The Coast News Group
Letters

Letters: Jan. 8, 2010

Pacific View is surplus, Naylor Act applies
Thanks to Ms. Tucker for her excellent coverage of this issue (“Plans for school site get second wind” Dec. 25). I have e-mailed new Superintendent Timothy Baird to let him know that the Naylor Act should apply.
The timeline for the Naylor Act is determined by when the school grounds are offered for sale or for lease. It appears that EUSD is attempting to sidestep the issue by not declaring the land to be surplus? Whether declared so or not, the land has been unused as a school, and is, in fact, surplus.
When former Superintendent Lean King offered the property to the city before, the offer was contingent upon the city purchasing the entire 2.82 acres for $10 million. According to the State Education Code relative to the Naylor Act, 30 percent of surplus property can be purchased by government entities, such as cities or counties for as low as 25 percent of the property’s assessed value. So 30 percent of the schoolgrounds could be purchased for approximately $1 million, or less, because the land was donated, originally. This could be used for the old school house and a small pocket park. A community garden would be ideal!
The assessed value should include a formal assessment report, unlike what we were provided when Encinitas purchased the Mossy Property for a public works yard at an inflated price. An assessment report would take into account current zoning as public facilities, and that the city has said it won’t issue new water meter permits for projects without approved subdivision maps, because of drought conditions. Within eight years prior to EUSD leasing the property to the city for a public works yard, the schoolgrounds were used as fields. By reading the law, one can clearly see that it is disingenuous to declare the Naylor Act a nonissue based on what one attorney has opined.

Lynn Marr
Leucadia

Speak out against ‘revitalization’
Last year Del Mar began the process of revitalizing downtown.
The stated primary goal is to create incentives for commercial property owners to revitalize and redevelop their property (to provide more tax revenue).
To accomplish this goal, City Council determined a new Form Based Code approach should be implemented in lieu of current zoning process.
But why a new process, costing a whole lot more money and confusion? Supposedly, the new FBC process will make it easier for property owners to redevelop.
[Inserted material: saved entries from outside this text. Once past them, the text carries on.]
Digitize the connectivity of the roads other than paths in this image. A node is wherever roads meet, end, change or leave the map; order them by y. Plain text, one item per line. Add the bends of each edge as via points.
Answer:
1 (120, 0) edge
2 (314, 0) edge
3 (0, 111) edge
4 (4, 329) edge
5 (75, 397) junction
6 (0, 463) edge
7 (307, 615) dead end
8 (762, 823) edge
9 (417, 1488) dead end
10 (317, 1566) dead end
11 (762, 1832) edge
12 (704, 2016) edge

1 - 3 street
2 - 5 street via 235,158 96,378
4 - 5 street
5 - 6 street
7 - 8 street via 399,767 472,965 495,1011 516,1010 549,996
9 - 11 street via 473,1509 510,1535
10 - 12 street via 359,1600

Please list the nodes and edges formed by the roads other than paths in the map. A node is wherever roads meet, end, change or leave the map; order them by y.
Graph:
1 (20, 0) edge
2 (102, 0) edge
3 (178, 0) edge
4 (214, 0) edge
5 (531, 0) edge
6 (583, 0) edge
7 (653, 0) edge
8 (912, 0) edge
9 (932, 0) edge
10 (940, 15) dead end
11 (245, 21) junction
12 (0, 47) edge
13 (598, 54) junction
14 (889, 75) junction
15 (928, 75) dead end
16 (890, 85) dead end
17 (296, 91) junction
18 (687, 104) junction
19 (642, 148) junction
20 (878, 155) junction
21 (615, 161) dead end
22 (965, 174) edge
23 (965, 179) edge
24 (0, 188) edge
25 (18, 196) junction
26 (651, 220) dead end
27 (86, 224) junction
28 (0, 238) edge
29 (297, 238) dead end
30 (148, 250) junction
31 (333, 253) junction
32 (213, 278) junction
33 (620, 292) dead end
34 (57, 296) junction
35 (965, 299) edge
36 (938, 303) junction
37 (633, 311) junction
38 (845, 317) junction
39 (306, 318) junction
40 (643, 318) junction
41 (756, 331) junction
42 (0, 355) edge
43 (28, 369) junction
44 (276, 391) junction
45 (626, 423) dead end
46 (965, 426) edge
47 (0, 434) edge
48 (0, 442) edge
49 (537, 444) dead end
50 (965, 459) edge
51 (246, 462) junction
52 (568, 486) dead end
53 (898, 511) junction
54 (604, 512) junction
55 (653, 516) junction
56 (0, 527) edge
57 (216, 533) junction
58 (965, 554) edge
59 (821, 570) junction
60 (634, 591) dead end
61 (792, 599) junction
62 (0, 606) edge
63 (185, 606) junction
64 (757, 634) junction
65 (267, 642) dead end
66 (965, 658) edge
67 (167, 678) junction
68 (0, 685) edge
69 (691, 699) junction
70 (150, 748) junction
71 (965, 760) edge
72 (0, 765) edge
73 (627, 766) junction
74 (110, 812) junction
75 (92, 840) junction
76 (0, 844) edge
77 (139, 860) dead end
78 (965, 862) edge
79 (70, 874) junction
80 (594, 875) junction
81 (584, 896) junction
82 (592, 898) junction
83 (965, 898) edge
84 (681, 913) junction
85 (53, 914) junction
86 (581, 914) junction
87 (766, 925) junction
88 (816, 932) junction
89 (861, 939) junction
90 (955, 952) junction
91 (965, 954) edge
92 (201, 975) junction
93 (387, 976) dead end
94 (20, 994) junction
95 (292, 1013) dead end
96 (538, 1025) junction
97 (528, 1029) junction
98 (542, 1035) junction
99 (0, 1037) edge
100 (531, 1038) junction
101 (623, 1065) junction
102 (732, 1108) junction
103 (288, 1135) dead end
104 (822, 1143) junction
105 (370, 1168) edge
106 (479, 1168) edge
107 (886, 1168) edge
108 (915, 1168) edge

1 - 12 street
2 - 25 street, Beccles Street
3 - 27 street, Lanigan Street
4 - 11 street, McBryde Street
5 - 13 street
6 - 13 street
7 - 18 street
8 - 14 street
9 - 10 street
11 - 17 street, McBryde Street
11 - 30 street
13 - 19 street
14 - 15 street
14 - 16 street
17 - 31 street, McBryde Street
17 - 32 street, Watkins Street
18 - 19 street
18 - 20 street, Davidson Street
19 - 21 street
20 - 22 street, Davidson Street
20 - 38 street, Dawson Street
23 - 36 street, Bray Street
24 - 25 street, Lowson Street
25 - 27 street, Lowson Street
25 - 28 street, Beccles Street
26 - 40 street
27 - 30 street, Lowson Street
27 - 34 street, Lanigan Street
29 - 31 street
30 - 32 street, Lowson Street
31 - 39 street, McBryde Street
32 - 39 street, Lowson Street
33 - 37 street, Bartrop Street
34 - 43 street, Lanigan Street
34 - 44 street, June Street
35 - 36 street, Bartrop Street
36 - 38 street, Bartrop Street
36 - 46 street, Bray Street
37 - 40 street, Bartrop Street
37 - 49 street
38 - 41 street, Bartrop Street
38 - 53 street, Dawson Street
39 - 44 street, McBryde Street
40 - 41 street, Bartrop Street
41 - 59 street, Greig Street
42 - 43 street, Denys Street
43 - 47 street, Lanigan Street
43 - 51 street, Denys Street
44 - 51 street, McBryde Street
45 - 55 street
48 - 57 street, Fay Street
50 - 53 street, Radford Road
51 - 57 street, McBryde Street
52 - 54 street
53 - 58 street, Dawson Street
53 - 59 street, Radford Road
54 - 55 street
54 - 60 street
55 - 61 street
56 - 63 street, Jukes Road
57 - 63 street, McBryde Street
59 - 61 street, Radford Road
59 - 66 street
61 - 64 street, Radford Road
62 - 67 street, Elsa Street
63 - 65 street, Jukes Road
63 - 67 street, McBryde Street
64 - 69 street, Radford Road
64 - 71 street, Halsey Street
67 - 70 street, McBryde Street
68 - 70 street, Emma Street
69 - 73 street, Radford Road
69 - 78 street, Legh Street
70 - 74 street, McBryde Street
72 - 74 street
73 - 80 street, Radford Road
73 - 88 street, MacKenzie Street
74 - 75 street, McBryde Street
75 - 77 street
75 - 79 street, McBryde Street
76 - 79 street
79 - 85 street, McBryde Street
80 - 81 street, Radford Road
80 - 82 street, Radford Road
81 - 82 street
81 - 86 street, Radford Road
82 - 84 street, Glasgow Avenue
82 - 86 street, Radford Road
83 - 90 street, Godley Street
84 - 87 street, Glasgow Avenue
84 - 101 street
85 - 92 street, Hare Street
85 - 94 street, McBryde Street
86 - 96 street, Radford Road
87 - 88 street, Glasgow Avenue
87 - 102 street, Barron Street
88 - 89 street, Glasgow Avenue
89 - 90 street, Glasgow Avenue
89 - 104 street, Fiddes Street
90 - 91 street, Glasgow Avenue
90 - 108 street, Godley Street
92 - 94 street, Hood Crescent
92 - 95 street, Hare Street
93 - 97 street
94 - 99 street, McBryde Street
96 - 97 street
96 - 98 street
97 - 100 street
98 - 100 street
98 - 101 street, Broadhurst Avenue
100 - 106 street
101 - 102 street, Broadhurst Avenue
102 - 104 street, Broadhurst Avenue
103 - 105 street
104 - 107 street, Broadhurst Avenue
But after almost a year, the new committee appears to not really have a handle on making it easier or clearer to develop property.
While the current zoning process is explicitly spelled out in hundreds of sections of law, the only direction of authority for the FBC is one new paragraph in the law, which doesn’t even mention FBC. So, in the law, there is no such thing for explicit direction, but everyone refers to something privately developed that is hard to understand, and, in my opinion, doesn’t relate to Del Mar.
Why? From what I’ve read, that one paragraph addition to the zoning law was somehow the result of AB1268, which mandated defining “urban smart growth zones” and building more “affordable housing units.” That’s it!
“Urban smart growth” refers to stopping sprawl, making town centers more dense (crowded), and providing more “affordable housing” downtown. Is that what we really want in our little village of Del Mar?
Well, we’re going to get a taste of what’s to come (if we let it) very soon, as the city begins by massaging the traffic downtown with one lane each way and angle parking!
Please pay attention to what the city plans to do to our downtown! If you don’t like it, please let the City Council know it.